WORK TO BE COMPLETED —
From the entries, copy every line that carries the string "down".
──────
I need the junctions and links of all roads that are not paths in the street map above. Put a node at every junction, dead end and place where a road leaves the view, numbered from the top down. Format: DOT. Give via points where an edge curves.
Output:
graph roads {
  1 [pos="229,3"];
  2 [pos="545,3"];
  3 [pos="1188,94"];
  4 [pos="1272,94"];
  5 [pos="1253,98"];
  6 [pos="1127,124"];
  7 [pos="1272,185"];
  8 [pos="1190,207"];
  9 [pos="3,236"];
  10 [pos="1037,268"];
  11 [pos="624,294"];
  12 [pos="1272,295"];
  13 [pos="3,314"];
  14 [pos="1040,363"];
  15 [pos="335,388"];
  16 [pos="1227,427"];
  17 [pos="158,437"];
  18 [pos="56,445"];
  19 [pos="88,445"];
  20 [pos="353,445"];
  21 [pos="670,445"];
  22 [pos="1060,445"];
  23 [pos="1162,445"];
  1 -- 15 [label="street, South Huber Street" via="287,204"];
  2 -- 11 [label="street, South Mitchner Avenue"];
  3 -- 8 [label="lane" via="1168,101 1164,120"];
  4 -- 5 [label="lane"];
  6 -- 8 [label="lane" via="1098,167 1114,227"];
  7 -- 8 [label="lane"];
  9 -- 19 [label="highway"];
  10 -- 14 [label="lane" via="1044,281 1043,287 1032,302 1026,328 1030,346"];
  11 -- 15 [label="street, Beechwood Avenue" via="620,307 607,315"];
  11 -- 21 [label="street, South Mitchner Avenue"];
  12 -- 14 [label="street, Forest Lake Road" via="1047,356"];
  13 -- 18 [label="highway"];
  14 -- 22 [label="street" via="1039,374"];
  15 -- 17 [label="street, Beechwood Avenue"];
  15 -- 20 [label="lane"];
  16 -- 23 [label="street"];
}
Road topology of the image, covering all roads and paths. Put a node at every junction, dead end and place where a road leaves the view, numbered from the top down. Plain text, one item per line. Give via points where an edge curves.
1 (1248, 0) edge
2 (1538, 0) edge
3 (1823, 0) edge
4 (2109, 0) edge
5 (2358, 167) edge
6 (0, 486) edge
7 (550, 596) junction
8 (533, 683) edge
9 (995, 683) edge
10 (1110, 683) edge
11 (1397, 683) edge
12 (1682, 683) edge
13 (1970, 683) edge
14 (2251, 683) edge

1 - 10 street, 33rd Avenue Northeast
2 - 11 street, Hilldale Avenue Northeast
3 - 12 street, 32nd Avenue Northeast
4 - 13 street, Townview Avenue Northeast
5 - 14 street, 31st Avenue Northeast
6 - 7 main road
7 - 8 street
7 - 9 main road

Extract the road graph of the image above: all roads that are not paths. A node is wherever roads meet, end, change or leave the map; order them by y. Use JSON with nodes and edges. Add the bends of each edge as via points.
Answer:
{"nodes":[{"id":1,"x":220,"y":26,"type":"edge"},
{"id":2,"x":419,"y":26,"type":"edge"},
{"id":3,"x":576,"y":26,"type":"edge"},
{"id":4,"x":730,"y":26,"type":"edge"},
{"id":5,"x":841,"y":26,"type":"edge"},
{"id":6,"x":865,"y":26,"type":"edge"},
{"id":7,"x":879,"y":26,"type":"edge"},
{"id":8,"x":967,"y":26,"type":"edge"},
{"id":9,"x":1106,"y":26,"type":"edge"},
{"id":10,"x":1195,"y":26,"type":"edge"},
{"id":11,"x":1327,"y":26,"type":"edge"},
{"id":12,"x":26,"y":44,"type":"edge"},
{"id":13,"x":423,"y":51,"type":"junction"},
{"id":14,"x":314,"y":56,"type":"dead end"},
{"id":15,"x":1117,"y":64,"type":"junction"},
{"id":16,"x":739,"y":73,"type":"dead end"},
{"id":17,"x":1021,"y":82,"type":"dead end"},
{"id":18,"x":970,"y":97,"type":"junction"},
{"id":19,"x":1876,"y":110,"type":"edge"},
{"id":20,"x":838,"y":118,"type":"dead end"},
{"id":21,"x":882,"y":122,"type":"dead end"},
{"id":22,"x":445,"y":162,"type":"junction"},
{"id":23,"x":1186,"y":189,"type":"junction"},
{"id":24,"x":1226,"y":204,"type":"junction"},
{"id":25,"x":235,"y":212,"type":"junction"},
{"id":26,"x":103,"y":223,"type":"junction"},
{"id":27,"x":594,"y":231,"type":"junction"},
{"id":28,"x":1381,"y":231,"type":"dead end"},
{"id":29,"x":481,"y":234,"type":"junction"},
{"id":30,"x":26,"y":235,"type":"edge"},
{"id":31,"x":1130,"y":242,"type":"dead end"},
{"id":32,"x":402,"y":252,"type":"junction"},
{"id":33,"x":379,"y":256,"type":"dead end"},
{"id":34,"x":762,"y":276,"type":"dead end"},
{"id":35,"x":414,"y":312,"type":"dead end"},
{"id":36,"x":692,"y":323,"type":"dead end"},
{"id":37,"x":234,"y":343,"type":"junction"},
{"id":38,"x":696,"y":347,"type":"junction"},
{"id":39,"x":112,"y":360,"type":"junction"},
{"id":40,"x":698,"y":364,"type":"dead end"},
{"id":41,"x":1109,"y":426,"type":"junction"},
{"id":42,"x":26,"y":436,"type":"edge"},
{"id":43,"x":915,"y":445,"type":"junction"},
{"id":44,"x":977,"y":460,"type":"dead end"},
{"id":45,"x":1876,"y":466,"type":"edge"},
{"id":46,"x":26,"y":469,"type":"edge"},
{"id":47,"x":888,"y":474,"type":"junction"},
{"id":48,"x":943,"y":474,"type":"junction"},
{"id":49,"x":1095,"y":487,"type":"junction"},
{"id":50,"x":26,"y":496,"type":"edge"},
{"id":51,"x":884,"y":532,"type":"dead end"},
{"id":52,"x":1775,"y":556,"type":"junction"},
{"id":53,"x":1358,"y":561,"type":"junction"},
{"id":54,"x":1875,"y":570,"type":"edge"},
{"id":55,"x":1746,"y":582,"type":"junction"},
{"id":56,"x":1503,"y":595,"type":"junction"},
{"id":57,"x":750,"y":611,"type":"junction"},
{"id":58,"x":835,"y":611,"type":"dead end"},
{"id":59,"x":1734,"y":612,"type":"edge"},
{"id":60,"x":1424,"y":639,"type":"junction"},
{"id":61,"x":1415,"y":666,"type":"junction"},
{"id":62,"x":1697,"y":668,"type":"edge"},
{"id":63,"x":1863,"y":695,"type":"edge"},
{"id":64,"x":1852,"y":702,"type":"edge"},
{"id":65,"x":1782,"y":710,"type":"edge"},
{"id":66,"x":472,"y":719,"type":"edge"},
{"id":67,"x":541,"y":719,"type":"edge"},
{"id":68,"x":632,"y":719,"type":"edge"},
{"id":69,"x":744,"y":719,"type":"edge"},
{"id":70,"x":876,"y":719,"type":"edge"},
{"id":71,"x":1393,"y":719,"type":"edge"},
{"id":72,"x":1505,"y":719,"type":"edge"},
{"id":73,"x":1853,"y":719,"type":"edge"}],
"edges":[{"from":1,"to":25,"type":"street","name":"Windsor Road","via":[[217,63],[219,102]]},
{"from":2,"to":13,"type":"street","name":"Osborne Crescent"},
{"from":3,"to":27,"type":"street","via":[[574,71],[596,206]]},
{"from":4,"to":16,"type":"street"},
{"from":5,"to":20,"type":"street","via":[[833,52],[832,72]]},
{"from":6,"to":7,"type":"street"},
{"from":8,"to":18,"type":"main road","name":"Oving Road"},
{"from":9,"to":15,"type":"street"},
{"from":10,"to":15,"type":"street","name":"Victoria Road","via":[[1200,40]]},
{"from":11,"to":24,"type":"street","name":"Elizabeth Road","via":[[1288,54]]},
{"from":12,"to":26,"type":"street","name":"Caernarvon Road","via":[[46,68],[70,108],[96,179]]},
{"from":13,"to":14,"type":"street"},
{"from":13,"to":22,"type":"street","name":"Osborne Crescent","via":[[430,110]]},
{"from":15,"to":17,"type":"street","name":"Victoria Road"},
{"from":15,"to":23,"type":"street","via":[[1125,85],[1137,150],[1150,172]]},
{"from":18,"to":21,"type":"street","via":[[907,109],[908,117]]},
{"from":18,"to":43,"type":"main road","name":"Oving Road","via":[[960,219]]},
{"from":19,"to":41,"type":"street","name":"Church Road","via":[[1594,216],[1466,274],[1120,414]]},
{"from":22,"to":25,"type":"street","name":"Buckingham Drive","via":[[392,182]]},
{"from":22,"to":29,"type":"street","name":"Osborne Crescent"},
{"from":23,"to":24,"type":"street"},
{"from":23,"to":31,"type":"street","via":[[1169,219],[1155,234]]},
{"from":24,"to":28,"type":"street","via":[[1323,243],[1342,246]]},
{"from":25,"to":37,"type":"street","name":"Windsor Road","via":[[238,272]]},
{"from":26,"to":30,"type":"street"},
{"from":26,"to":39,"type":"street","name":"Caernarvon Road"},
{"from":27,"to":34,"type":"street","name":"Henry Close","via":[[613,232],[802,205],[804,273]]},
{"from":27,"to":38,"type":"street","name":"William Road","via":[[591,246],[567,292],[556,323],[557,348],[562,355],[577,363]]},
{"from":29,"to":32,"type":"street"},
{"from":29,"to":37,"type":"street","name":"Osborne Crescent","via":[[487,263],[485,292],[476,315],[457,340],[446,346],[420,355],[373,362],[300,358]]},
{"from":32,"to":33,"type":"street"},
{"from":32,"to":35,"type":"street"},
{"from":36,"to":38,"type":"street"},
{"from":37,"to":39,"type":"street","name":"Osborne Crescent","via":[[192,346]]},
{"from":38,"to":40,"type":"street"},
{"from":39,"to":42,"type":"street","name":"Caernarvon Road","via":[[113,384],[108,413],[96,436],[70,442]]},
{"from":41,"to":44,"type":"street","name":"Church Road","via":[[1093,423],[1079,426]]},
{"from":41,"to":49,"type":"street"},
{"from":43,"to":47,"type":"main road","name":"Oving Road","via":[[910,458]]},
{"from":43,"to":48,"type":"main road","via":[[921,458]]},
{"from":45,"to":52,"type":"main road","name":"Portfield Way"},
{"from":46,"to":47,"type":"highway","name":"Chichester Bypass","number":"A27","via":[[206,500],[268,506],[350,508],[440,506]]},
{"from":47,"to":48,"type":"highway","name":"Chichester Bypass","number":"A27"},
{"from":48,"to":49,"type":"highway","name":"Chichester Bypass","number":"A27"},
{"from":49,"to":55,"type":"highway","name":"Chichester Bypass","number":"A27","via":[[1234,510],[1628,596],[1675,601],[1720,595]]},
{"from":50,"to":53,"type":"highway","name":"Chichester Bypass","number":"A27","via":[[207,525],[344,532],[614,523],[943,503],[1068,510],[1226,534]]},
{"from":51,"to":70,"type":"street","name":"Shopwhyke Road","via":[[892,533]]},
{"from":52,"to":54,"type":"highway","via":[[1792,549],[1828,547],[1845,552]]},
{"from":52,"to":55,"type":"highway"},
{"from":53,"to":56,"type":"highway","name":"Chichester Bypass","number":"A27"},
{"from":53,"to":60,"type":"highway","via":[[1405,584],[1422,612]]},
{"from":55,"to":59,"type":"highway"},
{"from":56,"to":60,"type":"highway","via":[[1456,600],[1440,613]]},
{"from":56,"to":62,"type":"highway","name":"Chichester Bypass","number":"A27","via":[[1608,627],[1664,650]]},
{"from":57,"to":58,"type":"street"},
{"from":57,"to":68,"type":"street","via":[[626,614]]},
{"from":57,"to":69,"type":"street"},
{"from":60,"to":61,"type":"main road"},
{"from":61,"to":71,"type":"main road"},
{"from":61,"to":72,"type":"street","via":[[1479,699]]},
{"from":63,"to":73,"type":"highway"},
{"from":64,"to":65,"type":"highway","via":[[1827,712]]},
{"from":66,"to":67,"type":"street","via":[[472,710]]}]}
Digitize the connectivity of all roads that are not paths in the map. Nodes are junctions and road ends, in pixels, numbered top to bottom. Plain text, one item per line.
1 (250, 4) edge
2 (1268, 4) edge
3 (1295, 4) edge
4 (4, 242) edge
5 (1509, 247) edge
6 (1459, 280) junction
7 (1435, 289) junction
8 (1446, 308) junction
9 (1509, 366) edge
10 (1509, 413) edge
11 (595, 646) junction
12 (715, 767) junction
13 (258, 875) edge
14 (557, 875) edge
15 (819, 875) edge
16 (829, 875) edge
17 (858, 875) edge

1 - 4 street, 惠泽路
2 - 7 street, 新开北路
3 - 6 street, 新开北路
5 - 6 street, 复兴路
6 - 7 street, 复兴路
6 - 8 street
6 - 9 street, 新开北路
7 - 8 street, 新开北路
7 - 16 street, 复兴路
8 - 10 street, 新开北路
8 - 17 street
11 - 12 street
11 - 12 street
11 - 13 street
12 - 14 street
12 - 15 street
──────
EXERCISE RESULT —
I need the junctions and links of all roads that are not paths in the street map above. Put a node at every junction, dead end and place where a road leaves the view, numbered from the top down. Format: DOT. Give via points where an edge curves.
Road topology of the image, covering all roads and paths. Put a node at every junction, dead end and place where a road leaves the view, numbered from the top down. Plain text, one item per line. Give via points where an edge curves.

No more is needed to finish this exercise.